[Data records]
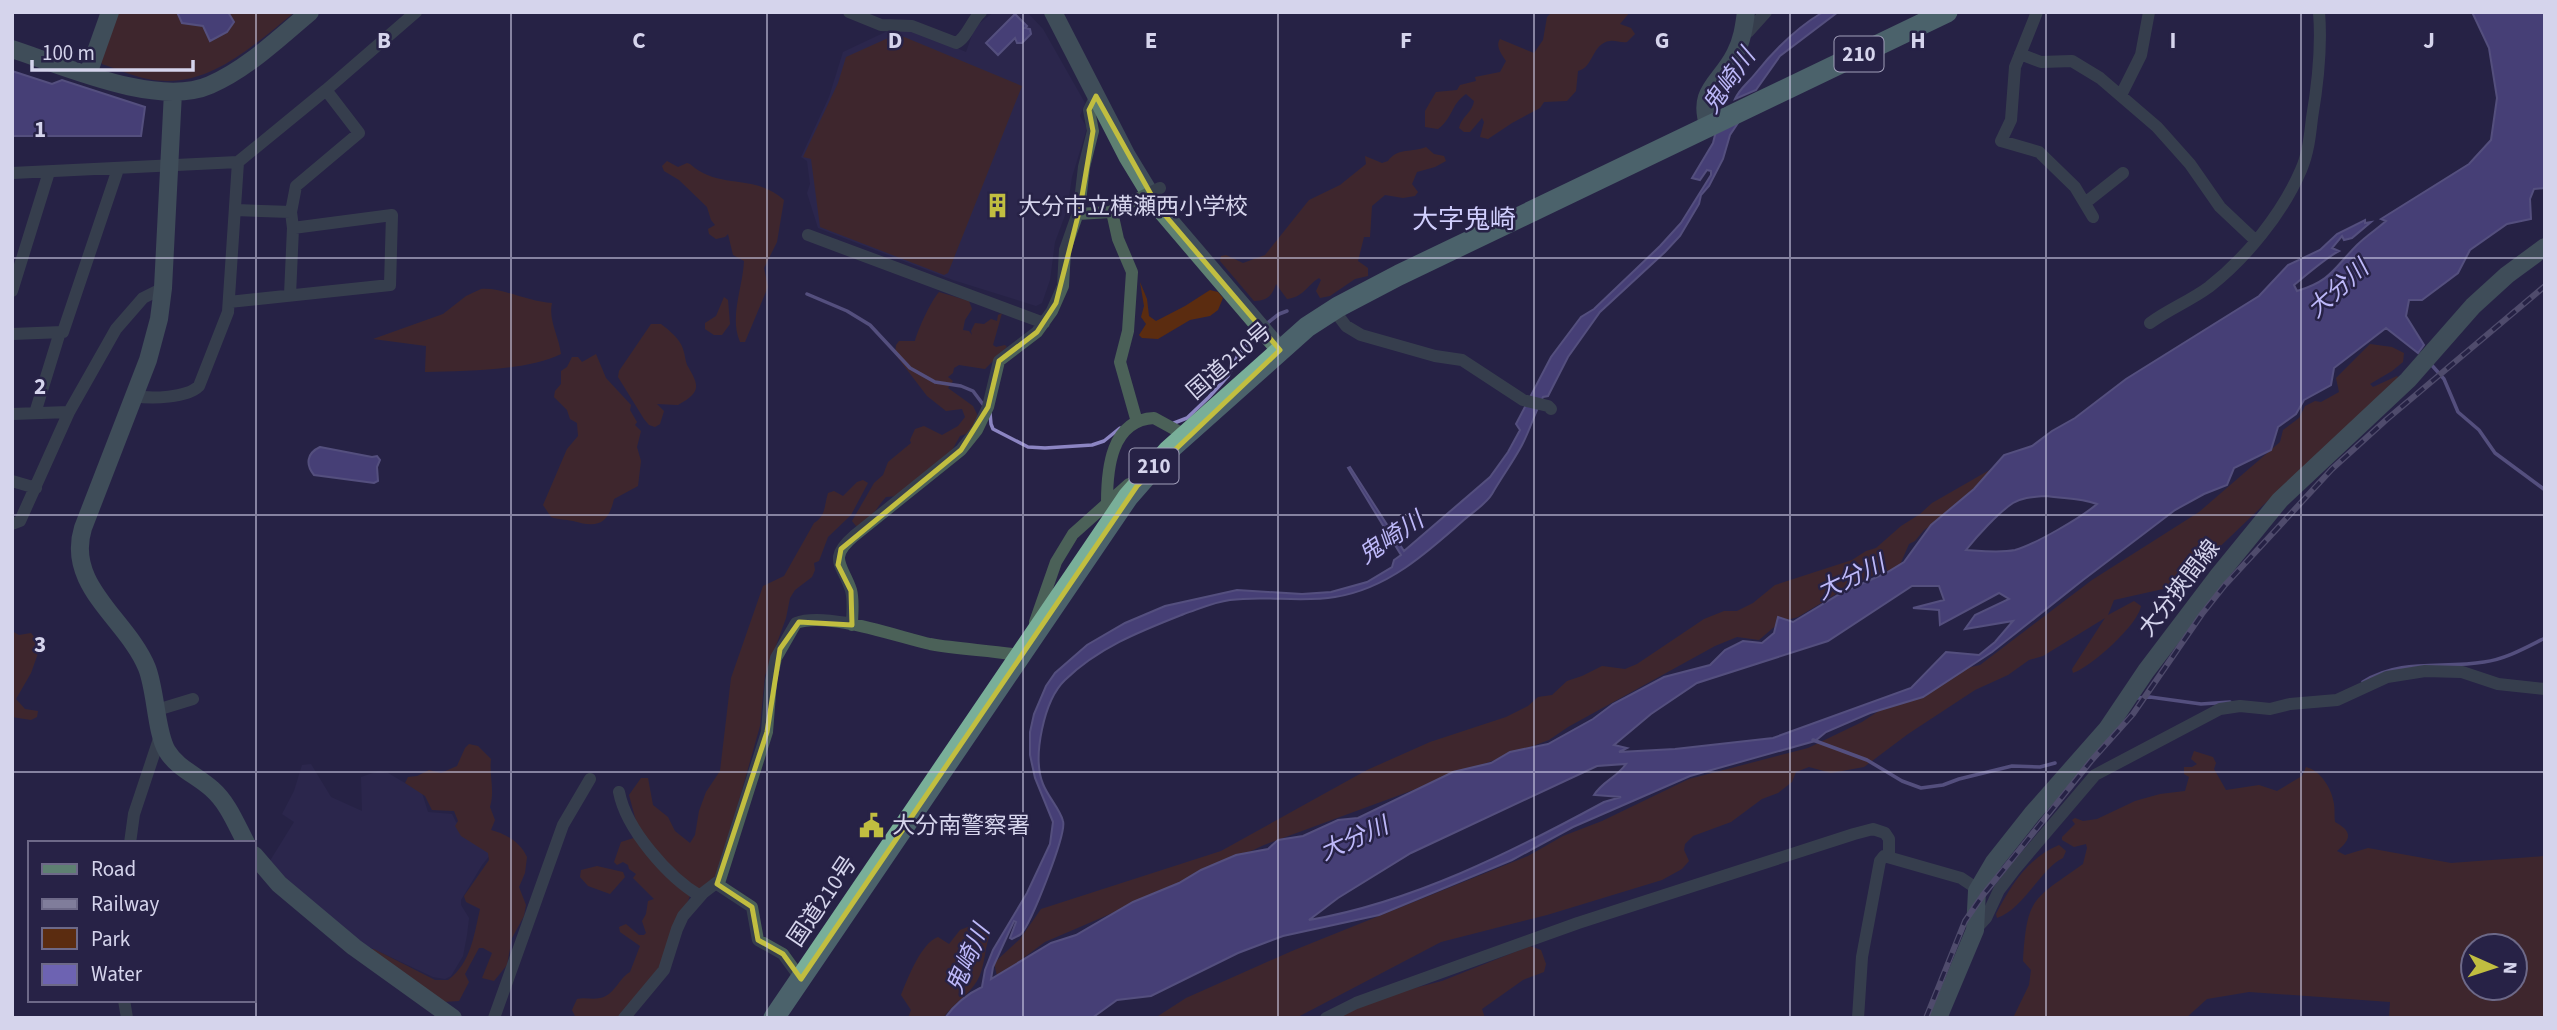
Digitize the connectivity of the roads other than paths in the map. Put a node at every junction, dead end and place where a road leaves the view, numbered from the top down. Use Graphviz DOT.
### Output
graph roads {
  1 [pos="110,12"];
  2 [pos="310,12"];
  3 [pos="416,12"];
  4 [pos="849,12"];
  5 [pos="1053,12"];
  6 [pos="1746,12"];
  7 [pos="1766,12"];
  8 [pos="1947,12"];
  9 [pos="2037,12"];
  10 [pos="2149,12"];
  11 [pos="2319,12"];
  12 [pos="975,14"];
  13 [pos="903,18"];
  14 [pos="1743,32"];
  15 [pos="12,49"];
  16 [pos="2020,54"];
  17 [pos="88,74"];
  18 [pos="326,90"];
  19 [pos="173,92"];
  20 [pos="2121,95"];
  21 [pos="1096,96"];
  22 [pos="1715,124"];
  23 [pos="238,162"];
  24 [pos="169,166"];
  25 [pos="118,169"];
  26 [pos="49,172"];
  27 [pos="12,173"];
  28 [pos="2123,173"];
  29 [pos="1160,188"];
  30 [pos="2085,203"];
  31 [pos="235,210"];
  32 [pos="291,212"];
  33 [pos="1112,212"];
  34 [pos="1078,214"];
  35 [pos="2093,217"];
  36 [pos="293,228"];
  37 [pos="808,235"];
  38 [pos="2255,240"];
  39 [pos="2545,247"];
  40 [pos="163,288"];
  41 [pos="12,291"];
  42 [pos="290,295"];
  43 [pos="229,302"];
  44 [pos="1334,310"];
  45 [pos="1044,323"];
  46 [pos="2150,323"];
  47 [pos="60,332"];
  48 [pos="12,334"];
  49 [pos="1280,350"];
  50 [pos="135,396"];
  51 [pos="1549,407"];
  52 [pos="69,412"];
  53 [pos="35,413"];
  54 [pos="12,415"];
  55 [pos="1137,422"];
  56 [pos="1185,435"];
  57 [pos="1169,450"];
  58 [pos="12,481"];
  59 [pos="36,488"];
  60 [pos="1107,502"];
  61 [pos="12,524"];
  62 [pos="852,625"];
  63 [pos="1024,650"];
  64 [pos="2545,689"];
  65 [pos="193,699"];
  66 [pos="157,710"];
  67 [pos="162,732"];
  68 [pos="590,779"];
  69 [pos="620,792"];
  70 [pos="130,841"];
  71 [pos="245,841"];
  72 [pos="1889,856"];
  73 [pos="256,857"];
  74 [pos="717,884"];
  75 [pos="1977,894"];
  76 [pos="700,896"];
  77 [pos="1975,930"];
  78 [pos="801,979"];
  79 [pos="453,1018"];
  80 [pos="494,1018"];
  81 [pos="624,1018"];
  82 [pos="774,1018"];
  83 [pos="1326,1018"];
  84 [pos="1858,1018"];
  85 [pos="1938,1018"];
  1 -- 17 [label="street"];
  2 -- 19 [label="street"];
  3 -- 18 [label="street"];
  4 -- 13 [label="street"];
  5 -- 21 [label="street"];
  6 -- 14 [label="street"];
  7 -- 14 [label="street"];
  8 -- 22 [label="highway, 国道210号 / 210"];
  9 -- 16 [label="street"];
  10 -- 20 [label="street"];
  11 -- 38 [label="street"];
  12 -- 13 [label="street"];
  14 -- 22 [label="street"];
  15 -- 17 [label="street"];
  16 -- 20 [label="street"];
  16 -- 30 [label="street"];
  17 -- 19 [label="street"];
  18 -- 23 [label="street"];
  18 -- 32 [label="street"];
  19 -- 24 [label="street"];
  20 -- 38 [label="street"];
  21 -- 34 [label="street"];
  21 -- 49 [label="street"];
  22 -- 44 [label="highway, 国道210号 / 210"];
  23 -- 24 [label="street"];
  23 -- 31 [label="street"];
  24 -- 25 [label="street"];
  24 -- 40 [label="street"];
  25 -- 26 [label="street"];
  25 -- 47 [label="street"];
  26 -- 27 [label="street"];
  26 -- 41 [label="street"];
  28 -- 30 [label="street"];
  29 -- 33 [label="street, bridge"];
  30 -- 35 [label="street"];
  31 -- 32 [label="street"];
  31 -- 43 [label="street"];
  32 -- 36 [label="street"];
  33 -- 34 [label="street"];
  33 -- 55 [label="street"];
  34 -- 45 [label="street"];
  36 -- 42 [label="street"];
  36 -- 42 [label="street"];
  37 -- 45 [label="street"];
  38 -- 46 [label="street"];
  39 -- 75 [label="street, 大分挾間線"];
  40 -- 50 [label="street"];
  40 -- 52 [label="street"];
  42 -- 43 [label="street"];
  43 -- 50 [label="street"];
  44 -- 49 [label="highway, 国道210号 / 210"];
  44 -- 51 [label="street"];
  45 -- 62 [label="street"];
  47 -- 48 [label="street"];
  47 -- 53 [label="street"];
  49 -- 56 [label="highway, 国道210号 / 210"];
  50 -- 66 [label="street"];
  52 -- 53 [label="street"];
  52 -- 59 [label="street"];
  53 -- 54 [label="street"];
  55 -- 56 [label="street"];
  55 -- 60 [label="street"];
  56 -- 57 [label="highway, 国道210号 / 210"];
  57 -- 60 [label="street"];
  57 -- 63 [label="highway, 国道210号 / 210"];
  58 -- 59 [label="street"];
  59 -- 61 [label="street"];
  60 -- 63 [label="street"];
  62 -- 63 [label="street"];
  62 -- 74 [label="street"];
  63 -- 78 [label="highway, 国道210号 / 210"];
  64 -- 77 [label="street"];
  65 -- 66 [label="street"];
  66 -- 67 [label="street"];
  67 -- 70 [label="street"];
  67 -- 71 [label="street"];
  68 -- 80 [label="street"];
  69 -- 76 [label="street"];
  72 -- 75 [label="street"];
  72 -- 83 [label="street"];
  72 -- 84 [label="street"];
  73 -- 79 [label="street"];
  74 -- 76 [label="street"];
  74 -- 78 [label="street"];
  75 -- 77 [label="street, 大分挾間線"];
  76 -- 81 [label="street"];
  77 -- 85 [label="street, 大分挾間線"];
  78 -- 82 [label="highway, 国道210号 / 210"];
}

▸ WORK INSTRUCTION
Return all the entries word for word, but omit any pictures they contain.

▸ EXPECTED ANSWER
Digitize the connectivity of the roads other than paths in the map. Put a node at every junction, dead end and place where a road leaves the view, numbered from the top down. Use Graphviz DOT.
### Output
graph roads {
  1 [pos="110,12"];
  2 [pos="310,12"];
  3 [pos="416,12"];
  4 [pos="849,12"];
  5 [pos="1053,12"];
  6 [pos="1746,12"];
  7 [pos="1766,12"];
  8 [pos="1947,12"];
  9 [pos="2037,12"];
  10 [pos="2149,12"];
  11 [pos="2319,12"];
  12 [pos="975,14"];
  13 [pos="903,18"];
  14 [pos="1743,32"];
  15 [pos="12,49"];
  16 [pos="2020,54"];
  17 [pos="88,74"];
  18 [pos="326,90"];
  19 [pos="173,92"];
  20 [pos="2121,95"];
  21 [pos="1096,96"];
  22 [pos="1715,124"];
  23 [pos="238,162"];
  24 [pos="169,166"];
  25 [pos="118,169"];
  26 [pos="49,172"];
  27 [pos="12,173"];
  28 [pos="2123,173"];
  29 [pos="1160,188"];
  30 [pos="2085,203"];
  31 [pos="235,210"];
  32 [pos="291,212"];
  33 [pos="1112,212"];
  34 [pos="1078,214"];
  35 [pos="2093,217"];
  36 [pos="293,228"];
  37 [pos="808,235"];
  38 [pos="2255,240"];
  39 [pos="2545,247"];
  40 [pos="163,288"];
  41 [pos="12,291"];
  42 [pos="290,295"];
  43 [pos="229,302"];
  44 [pos="1334,310"];
  45 [pos="1044,323"];
  46 [pos="2150,323"];
  47 [pos="60,332"];
  48 [pos="12,334"];
  49 [pos="1280,350"];
  50 [pos="135,396"];
  51 [pos="1549,407"];
  52 [pos="69,412"];
  53 [pos="35,413"];
  54 [pos="12,415"];
  55 [pos="1137,422"];
  56 [pos="1185,435"];
  57 [pos="1169,450"];
  58 [pos="12,481"];
  59 [pos="36,488"];
  60 [pos="1107,502"];
  61 [pos="12,524"];
  62 [pos="852,625"];
  63 [pos="1024,650"];
  64 [pos="2545,689"];
  65 [pos="193,699"];
  66 [pos="157,710"];
  67 [pos="162,732"];
  68 [pos="590,779"];
  69 [pos="620,792"];
  70 [pos="130,841"];
  71 [pos="245,841"];
  72 [pos="1889,856"];
  73 [pos="256,857"];
  74 [pos="717,884"];
  75 [pos="1977,894"];
  76 [pos="700,896"];
  77 [pos="1975,930"];
  78 [pos="801,979"];
  79 [pos="453,1018"];
  80 [pos="494,1018"];
  81 [pos="624,1018"];
  82 [pos="774,1018"];
  83 [pos="1326,1018"];
  84 [pos="1858,1018"];
  85 [pos="1938,1018"];
  1 -- 17 [label="street"];
  2 -- 19 [label="street"];
  3 -- 18 [label="street"];
  4 -- 13 [label="street"];
  5 -- 21 [label="street"];
  6 -- 14 [label="street"];
  7 -- 14 [label="street"];
  8 -- 22 [label="highway, 国道210号 / 210"];
  9 -- 16 [label="street"];
  10 -- 20 [label="street"];
  11 -- 38 [label="street"];
  12 -- 13 [label="street"];
  14 -- 22 [label="street"];
  15 -- 17 [label="street"];
  16 -- 20 [label="street"];
  16 -- 30 [label="street"];
  17 -- 19 [label="street"];
  18 -- 23 [label="street"];
  18 -- 32 [label="street"];
  19 -- 24 [label="street"];
  20 -- 38 [label="street"];
  21 -- 34 [label="street"];
  21 -- 49 [label="street"];
  22 -- 44 [label="highway, 国道210号 / 210"];
  23 -- 24 [label="street"];
  23 -- 31 [label="street"];
  24 -- 25 [label="street"];
  24 -- 40 [label="street"];
  25 -- 26 [label="street"];
  25 -- 47 [label="street"];
  26 -- 27 [label="street"];
  26 -- 41 [label="street"];
  28 -- 30 [label="street"];
  29 -- 33 [label="street, bridge"];
  30 -- 35 [label="street"];
  31 -- 32 [label="street"];
  31 -- 43 [label="street"];
  32 -- 36 [label="street"];
  33 -- 34 [label="street"];
  33 -- 55 [label="street"];
  34 -- 45 [label="street"];
  36 -- 42 [label="street"];
  36 -- 42 [label="street"];
  37 -- 45 [label="street"];
  38 -- 46 [label="street"];
  39 -- 75 [label="street, 大分挾間線"];
  40 -- 50 [label="street"];
  40 -- 52 [label="street"];
  42 -- 43 [label="street"];
  43 -- 50 [label="street"];
  44 -- 49 [label="highway, 国道210号 / 210"];
  44 -- 51 [label="street"];
  45 -- 62 [label="street"];
  47 -- 48 [label="street"];
  47 -- 53 [label="street"];
  49 -- 56 [label="highway, 国道210号 / 210"];
  50 -- 66 [label="street"];
  52 -- 53 [label="street"];
  52 -- 59 [label="street"];
  53 -- 54 [label="street"];
  55 -- 56 [label="street"];
  55 -- 60 [label="street"];
  56 -- 57 [label="highway, 国道210号 / 210"];
  57 -- 60 [label="street"];
  57 -- 63 [label="highway, 国道210号 / 210"];
  58 -- 59 [label="street"];
  59 -- 61 [label="street"];
  60 -- 63 [label="street"];
  62 -- 63 [label="street"];
  62 -- 74 [label="street"];
  63 -- 78 [label="highway, 国道210号 / 210"];
  64 -- 77 [label="street"];
  65 -- 66 [label="street"];
  66 -- 67 [label="street"];
  67 -- 70 [label="street"];
  67 -- 71 [label="street"];
  68 -- 80 [label="street"];
  69 -- 76 [label="street"];
  72 -- 75 [label="street"];
  72 -- 83 [label="street"];
  72 -- 84 [label="street"];
  73 -- 79 [label="street"];
  74 -- 76 [label="street"];
  74 -- 78 [label="street"];
  75 -- 77 [label="street, 大分挾間線"];
  76 -- 81 [label="street"];
  77 -- 85 [label="street, 大分挾間線"];
  78 -- 82 [label="highway, 国道210号 / 210"];
}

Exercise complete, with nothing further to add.